Tutorial

Quick start guide to use Semantic Guardrail

Quick Start

This tutorial assumes that Protegrity Data Discovery is installed in the same network environment. If it is not installed, messages can still be sent from: user to the semantic processor.

The following is a simple Python request example:

import requests

data = {
    "messages": [
        {
            "from": "user",
            "to": "ai",
            "content": "Hello, what's your name?",
            "processors": ["semantic"],
        },
        {
            "from": "ai",
            "to": "user",
            "content": "My name is AI!",
            "processors": ["pii"],
        },
    ]
}

response = requests.post(
    "http://localhost:8001/pty/semantic-guardrail/v1.0/conversations/messages/scan",
    json=data,
)

print(response.status_code)
print(response.json())

Implementation

The recommended integration pattern evaluates a conversation each time it is updated with new messages. This applies to messages from either users or AI systems. The solution analyzes the full conversation for enhanced effectiveness. Identical input requests are cached internally for optimized performance.

import requests


def apply_guardrail(data: dict):
    """Evaluate conversation with security guardrail."""

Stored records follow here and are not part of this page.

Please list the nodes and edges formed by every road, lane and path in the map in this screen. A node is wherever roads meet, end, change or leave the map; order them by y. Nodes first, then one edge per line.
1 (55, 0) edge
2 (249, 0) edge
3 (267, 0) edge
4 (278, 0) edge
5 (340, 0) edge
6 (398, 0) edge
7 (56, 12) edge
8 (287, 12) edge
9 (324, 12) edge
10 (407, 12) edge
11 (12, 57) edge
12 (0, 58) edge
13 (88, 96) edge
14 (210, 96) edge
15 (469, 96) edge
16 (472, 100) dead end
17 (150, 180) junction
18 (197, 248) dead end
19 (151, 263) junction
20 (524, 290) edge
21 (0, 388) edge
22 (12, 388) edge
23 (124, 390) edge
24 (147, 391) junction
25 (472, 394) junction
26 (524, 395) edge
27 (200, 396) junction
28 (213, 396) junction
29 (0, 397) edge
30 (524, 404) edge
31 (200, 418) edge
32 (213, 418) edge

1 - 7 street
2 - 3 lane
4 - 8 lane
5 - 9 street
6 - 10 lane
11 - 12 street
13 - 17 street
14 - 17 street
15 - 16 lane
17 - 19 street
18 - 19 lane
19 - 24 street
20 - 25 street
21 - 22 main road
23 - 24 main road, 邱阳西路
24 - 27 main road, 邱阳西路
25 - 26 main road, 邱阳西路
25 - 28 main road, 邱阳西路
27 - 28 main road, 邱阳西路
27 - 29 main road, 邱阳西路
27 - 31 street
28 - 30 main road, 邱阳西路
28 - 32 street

    response = requests.post(
        "http://localhost:8001/pty/semantic-guardrail/v1.0/conversations/messages/scan",
        json=data,
    )

    if response.json()["batch"]["outcome"] == "rejected":
        print(response.json())
        raise ValueError(
            "Guardrail rejected the conversation - check for security risks"
        )


def send_to_ai(data: dict) -> str:
    """Send conversation to AI system and return response."""
    # Implementation specific to your AI system
    ai_output = ...
    return ai_output


# Initialize conversation
conversation = {"messages": []}

# Gather user input
conversation["messages"].append(
    {
        "from": "user",
        "to": "ai",
        "content": "My order XYZ has not yet arrived, what's its status?",
        "processors": ["semantic"],
    }
)

# Apply security evaluation
apply_guardrail(conversation)

# Generate AI response
conversation["messages"].append(
    {
        "from": "ai",
        "to": "user",
        "content": send_to_ai(conversation),
        "processors": ["pii"],
    }
)

# Re-evaluate with complete conversation
apply_guardrail(conversation)

Advanced Usage

For more granular control, a custom threshold check can be implemented on the client side, based on numerical ['batch']['score'] output values. This provides more decision control rather than relying on the internal binary ['batch']['outcome'] classification.


Last modified : September 29, 2025